* **Work to be completed**: Please print every record below exactly as it reads.

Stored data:

== Segment start ==

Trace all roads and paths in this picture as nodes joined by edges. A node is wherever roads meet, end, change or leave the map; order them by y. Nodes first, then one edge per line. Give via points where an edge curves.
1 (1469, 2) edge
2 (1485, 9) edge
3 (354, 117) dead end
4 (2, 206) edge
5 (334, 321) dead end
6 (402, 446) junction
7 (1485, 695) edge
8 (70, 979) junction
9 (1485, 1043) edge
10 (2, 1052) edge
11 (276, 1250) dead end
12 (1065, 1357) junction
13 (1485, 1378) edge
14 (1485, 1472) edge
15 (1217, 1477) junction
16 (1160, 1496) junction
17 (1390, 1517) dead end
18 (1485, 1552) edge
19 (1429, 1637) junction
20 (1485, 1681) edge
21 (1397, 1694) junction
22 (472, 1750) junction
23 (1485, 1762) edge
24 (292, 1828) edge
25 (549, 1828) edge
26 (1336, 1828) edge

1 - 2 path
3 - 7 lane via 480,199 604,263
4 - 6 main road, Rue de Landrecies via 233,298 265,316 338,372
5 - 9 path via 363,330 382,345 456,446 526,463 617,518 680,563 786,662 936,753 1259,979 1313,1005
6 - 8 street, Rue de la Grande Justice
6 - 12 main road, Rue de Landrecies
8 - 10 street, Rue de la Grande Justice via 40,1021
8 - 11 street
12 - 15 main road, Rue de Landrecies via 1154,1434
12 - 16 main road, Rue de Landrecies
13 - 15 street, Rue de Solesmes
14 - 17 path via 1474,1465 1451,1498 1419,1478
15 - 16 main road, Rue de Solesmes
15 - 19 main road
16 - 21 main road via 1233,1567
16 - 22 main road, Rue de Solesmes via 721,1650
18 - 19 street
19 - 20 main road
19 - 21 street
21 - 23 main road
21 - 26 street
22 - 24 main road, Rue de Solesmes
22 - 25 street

== Segment end ==

* **Result**:
Trace all roads and paths in this picture as nodes joined by edges. A node is wherever roads meet, end, change or leave the map; order them by y. Nodes first, then one edge per line. Give via points where an edge curves.
1 (1469, 2) edge
2 (1485, 9) edge
3 (354, 117) dead end
4 (2, 206) edge
5 (334, 321) dead end
6 (402, 446) junction
7 (1485, 695) edge
8 (70, 979) junction
9 (1485, 1043) edge
10 (2, 1052) edge
11 (276, 1250) dead end
12 (1065, 1357) junction
13 (1485, 1378) edge
14 (1485, 1472) edge
15 (1217, 1477) junction
16 (1160, 1496) junction
17 (1390, 1517) dead end
18 (1485, 1552) edge
19 (1429, 1637) junction
20 (1485, 1681) edge
21 (1397, 1694) junction
22 (472, 1750) junction
23 (1485, 1762) edge
24 (292, 1828) edge
25 (549, 1828) edge
26 (1336, 1828) edge

1 - 2 path
3 - 7 lane via 480,199 604,263
4 - 6 main road, Rue de Landrecies via 233,298 265,316 338,372
5 - 9 path via 363,330 382,345 456,446 526,463 617,518 680,563 786,662 936,753 1259,979 1313,1005
6 - 8 street, Rue de la Grande Justice
6 - 12 main road, Rue de Landrecies
8 - 10 street, Rue de la Grande Justice via 40,1021
8 - 11 street
12 - 15 main road, Rue de Landrecies via 1154,1434
12 - 16 main road, Rue de Landrecies
13 - 15 street, Rue de Solesmes
14 - 17 path via 1474,1465 1451,1498 1419,1478
15 - 16 main road, Rue de Solesmes
15 - 19 main road
16 - 21 main road via 1233,1567
16 - 22 main road, Rue de Solesmes via 721,1650
18 - 19 street
19 - 20 main road
19 - 21 street
21 - 23 main road
21 - 26 street
22 - 24 main road, Rue de Solesmes
22 - 25 street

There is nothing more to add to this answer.